A restless city, alive and dying in the same breath […] It’s the only place I can claim to know. A peculiar thing about Salford is it’s like a terrible drug […] you might want to get away from it, but you can’t. So you stay.

This restlessness manifests itself in Delaney’s prose writing which is characterised by brevity and concision. The stories play with structure and some are every bit as experimental and modernist as contemporaries such as Samuel Beckett.

Delaney seems to have been interested in stories from a very early age. Her father was an avid reader and storyteller, and she spent a lot of time at the cinema. Although her school career was initially unpromising, encouragement from her head teacher started an interest in drama and she quickly realised that she could write well. Despite this early promise, she left school at the age of sixteen and took a series of dead-end jobs. Her self-penned employment history could be from the life of one of her characters:

Saturday morning job in milk factory counting bottles. Asked to retire from position gracefully owing to inability to count correctly. On leaving school found job in gown shop – left voluntarily after one week’s service. Worked as usherette in Manchester Opera House – sacked for fraternising with actors […] Worked as photographer’s assistant until play, A Taste of Honey, made me rich and famous.

It is A Taste of Honey,written in 1958, for which she remains best known. It quickly became one of the defining plays (and later film) of the period — unique at the time in portraying northern working-class women from a working-class woman’s point of view. Her second play, The Lion in Love, from 1960, was a critical and commercial failure and Delaney’s only book of prose, Sweetly Sings the Donkey, was published in the aftermath.

Delaney was still only twenty-five when the collection came out, but it feels like the work of a much older writer.

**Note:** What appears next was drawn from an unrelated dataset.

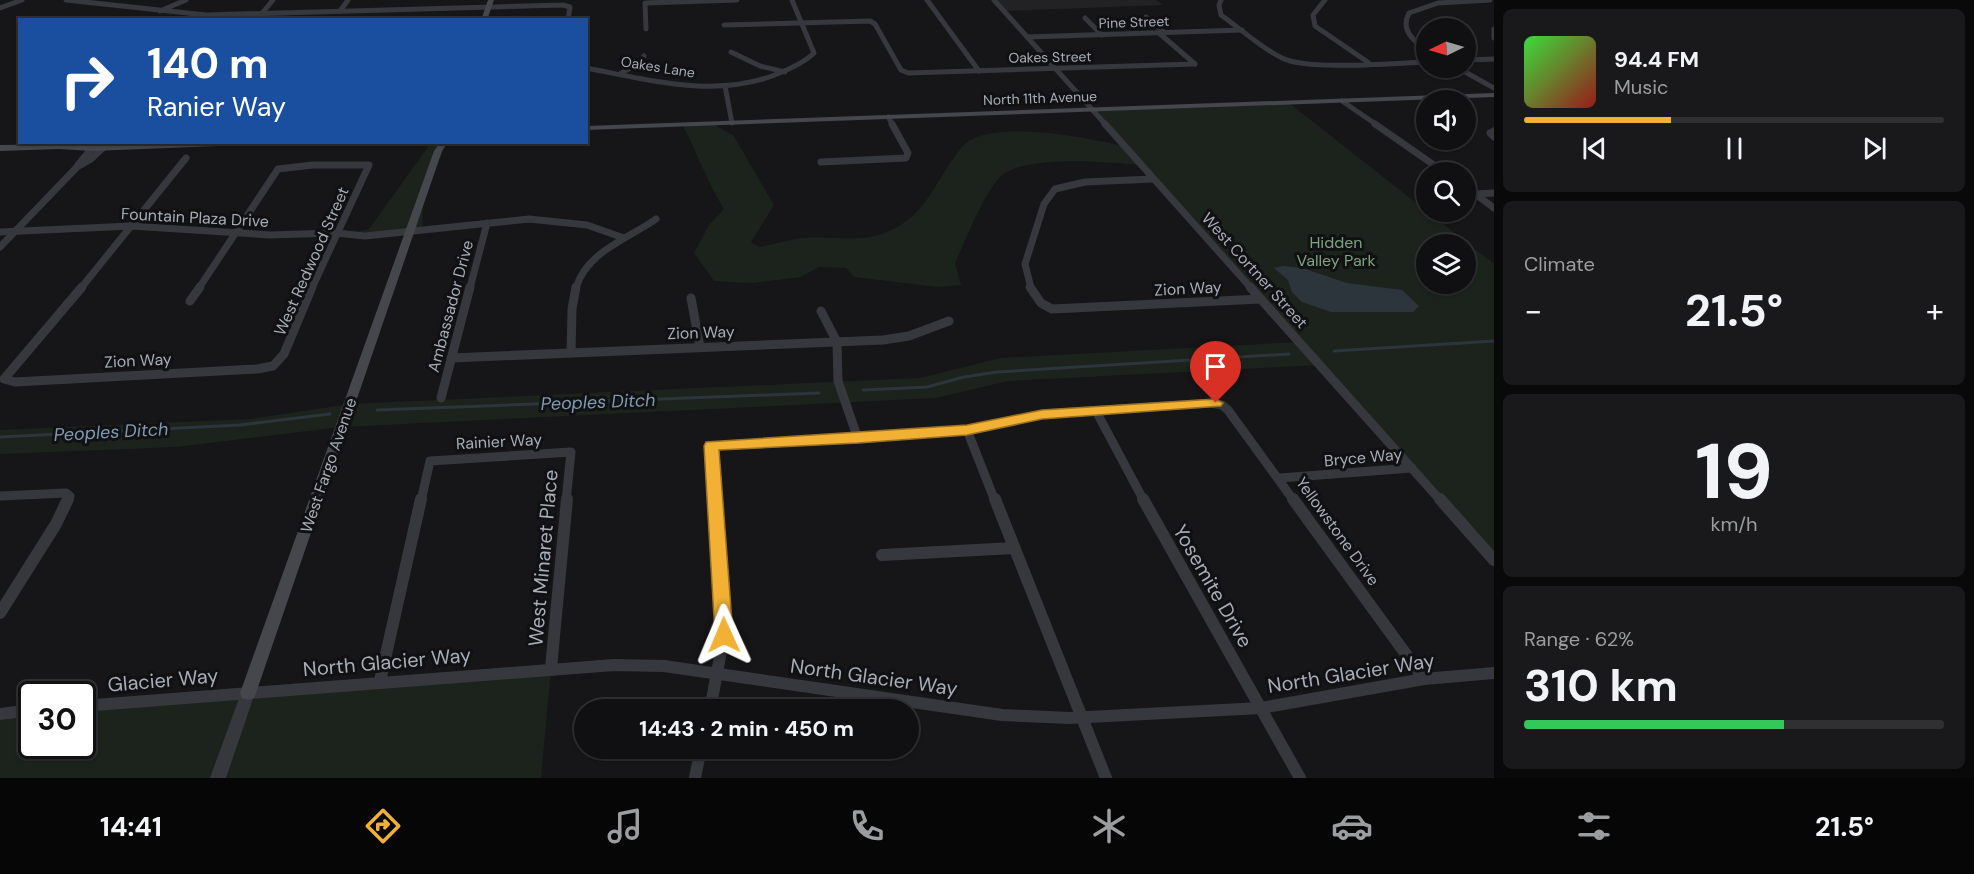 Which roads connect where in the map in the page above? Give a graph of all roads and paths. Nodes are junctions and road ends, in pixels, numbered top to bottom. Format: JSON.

Broadly autobiographical, it follows the author’s life from early adolescence to her achieving success as a writer. In all of the early stories in the collection, the protagonists are children and outsiders, observers, separated from the others around them by their intelligence.

The first story, from which the collection takes its title, reflects Delaney’s experiences at a children’s convalescent home run by nuns at Lytham St Annes, on the coast. Observations and anecdotes are used to form an impressionistic image of the narrator’s life. The different sections of the story drift between diary-like entries and first-person present-tense descriptions portraying the narrator’s life as she is experiencing it.

Despite the maturity of her voice, her insecurity is revealed by how, in her mind, the tides seem to be perpetually on the verge of undermining the world of the sea-front convalescent home and washing it away:

…its owners have taken no notice of Jesus Christ’s warnings about putting up houses on sand, for this building has been out up on the beach and the downstairs rooms get flooded out every high tide and all surrounding the house and we inside it are sandhills…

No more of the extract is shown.